Collected data entries:
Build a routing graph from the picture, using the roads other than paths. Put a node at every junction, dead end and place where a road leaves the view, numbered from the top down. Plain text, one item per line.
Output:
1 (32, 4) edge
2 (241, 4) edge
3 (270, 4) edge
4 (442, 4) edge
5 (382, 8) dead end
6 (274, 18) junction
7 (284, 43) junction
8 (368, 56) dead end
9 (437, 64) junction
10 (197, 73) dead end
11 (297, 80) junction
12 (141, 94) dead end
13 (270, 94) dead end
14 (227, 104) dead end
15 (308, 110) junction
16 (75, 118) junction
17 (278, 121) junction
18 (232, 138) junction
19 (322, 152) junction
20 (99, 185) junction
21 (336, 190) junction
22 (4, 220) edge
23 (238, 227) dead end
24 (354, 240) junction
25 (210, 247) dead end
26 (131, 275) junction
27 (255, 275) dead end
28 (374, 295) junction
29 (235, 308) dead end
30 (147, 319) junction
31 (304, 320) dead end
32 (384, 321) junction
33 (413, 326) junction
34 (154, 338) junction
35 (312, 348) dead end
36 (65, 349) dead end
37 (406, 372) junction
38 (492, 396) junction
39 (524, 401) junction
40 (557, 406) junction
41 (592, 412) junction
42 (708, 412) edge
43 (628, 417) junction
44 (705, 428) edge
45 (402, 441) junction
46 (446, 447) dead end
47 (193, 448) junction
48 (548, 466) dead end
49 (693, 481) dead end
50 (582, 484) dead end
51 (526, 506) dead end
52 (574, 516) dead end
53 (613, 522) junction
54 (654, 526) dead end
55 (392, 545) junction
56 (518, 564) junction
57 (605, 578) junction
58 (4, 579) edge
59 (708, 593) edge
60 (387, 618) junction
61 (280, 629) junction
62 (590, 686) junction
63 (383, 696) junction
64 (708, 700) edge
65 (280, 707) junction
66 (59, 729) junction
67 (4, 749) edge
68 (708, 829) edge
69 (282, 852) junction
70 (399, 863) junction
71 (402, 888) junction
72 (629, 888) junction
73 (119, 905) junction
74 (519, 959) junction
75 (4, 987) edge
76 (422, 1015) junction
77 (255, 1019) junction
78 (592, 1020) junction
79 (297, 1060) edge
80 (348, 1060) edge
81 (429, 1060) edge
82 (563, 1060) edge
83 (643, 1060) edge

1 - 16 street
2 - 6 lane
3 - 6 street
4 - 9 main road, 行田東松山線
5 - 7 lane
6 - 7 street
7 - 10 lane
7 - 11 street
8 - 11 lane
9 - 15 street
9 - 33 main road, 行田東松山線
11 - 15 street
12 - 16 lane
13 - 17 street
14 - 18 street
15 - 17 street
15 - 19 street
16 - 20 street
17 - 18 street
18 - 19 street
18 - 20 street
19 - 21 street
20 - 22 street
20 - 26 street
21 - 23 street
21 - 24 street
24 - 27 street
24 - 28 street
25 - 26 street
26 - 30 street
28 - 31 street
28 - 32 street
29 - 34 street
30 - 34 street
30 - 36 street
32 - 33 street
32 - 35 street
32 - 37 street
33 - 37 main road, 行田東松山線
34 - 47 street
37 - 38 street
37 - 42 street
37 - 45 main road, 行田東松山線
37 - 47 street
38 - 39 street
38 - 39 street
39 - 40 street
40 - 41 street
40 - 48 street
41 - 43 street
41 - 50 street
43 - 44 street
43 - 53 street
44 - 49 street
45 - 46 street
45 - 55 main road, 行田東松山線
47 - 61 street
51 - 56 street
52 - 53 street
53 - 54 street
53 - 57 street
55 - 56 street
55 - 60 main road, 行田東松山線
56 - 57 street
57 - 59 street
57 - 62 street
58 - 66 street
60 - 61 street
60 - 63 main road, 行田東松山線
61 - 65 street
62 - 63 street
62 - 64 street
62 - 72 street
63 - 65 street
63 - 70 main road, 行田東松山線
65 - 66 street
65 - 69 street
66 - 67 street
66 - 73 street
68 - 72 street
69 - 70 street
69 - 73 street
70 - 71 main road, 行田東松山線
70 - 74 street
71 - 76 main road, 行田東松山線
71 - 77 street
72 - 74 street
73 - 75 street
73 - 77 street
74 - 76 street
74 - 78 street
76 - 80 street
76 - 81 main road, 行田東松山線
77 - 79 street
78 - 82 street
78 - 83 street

**What you should do**
Print all of the entries again, exactly as written.

**Task result**
Build a routing graph from the picture, using the roads other than paths. Put a node at every junction, dead end and place where a road leaves the view, numbered from the top down. Plain text, one item per line.
Output:
1 (32, 4) edge
2 (241, 4) edge
3 (270, 4) edge
4 (442, 4) edge
5 (382, 8) dead end
6 (274, 18) junction
7 (284, 43) junction
8 (368, 56) dead end
9 (437, 64) junction
10 (197, 73) dead end
11 (297, 80) junction
12 (141, 94) dead end
13 (270, 94) dead end
14 (227, 104) dead end
15 (308, 110) junction
16 (75, 118) junction
17 (278, 121) junction
18 (232, 138) junction
19 (322, 152) junction
20 (99, 185) junction
21 (336, 190) junction
22 (4, 220) edge
23 (238, 227) dead end
24 (354, 240) junction
25 (210, 247) dead end
26 (131, 275) junction
27 (255, 275) dead end
28 (374, 295) junction
29 (235, 308) dead end
30 (147, 319) junction
31 (304, 320) dead end
32 (384, 321) junction
33 (413, 326) junction
34 (154, 338) junction
35 (312, 348) dead end
36 (65, 349) dead end
37 (406, 372) junction
38 (492, 396) junction
39 (524, 401) junction
40 (557, 406) junction
41 (592, 412) junction
42 (708, 412) edge
43 (628, 417) junction
44 (705, 428) edge
45 (402, 441) junction
46 (446, 447) dead end
47 (193, 448) junction
48 (548, 466) dead end
49 (693, 481) dead end
50 (582, 484) dead end
51 (526, 506) dead end
52 (574, 516) dead end
53 (613, 522) junction
54 (654, 526) dead end
55 (392, 545) junction
56 (518, 564) junction
57 (605, 578) junction
58 (4, 579) edge
59 (708, 593) edge
60 (387, 618) junction
61 (280, 629) junction
62 (590, 686) junction
63 (383, 696) junction
64 (708, 700) edge
65 (280, 707) junction
66 (59, 729) junction
67 (4, 749) edge
68 (708, 829) edge
69 (282, 852) junction
70 (399, 863) junction
71 (402, 888) junction
72 (629, 888) junction
73 (119, 905) junction
74 (519, 959) junction
75 (4, 987) edge
76 (422, 1015) junction
77 (255, 1019) junction
78 (592, 1020) junction
79 (297, 1060) edge
80 (348, 1060) edge
81 (429, 1060) edge
82 (563, 1060) edge
83 (643, 1060) edge

1 - 16 street
2 - 6 lane
3 - 6 street
4 - 9 main road, 行田東松山線
5 - 7 lane
6 - 7 street
7 - 10 lane
7 - 11 street
8 - 11 lane
9 - 15 street
9 - 33 main road, 行田東松山線
11 - 15 street
12 - 16 lane
13 - 17 street
14 - 18 street
15 - 17 street
15 - 19 street
16 - 20 street
17 - 18 street
18 - 19 street
18 - 20 street
19 - 21 street
20 - 22 street
20 - 26 street
21 - 23 street
21 - 24 street
24 - 27 street
24 - 28 street
25 - 26 street
26 - 30 street
28 - 31 street
28 - 32 street
29 - 34 street
30 - 34 street
30 - 36 street
32 - 33 street
32 - 35 street
32 - 37 street
33 - 37 main road, 行田東松山線
34 - 47 street
37 - 38 street
37 - 42 street
37 - 45 main road, 行田東松山線
37 - 47 street
38 - 39 street
38 - 39 street
39 - 40 street
40 - 41 street
40 - 48 street
41 - 43 street
41 - 50 street
43 - 44 street
43 - 53 street
44 - 49 street
45 - 46 street
45 - 55 main road, 行田東松山線
47 - 61 street
51 - 56 street
52 - 53 street
53 - 54 street
53 - 57 street
55 - 56 street
55 - 60 main road, 行田東松山線
56 - 57 street
57 - 59 street
57 - 62 street
58 - 66 street
60 - 61 street
60 - 63 main road, 行田東松山線
61 - 65 street
62 - 63 street
62 - 64 street
62 - 72 street
63 - 65 street
63 - 70 main road, 行田東松山線
65 - 66 street
65 - 69 street
66 - 67 street
66 - 73 street
68 - 72 street
69 - 70 street
69 - 73 street
70 - 71 main road, 行田東松山線
70 - 74 street
71 - 76 main road, 行田東松山線
71 - 77 street
72 - 74 street
73 - 75 street
73 - 77 street
74 - 76 street
74 - 78 street
76 - 80 street
76 - 81 main road, 行田東松山線
77 - 79 street
78 - 82 street
78 - 83 street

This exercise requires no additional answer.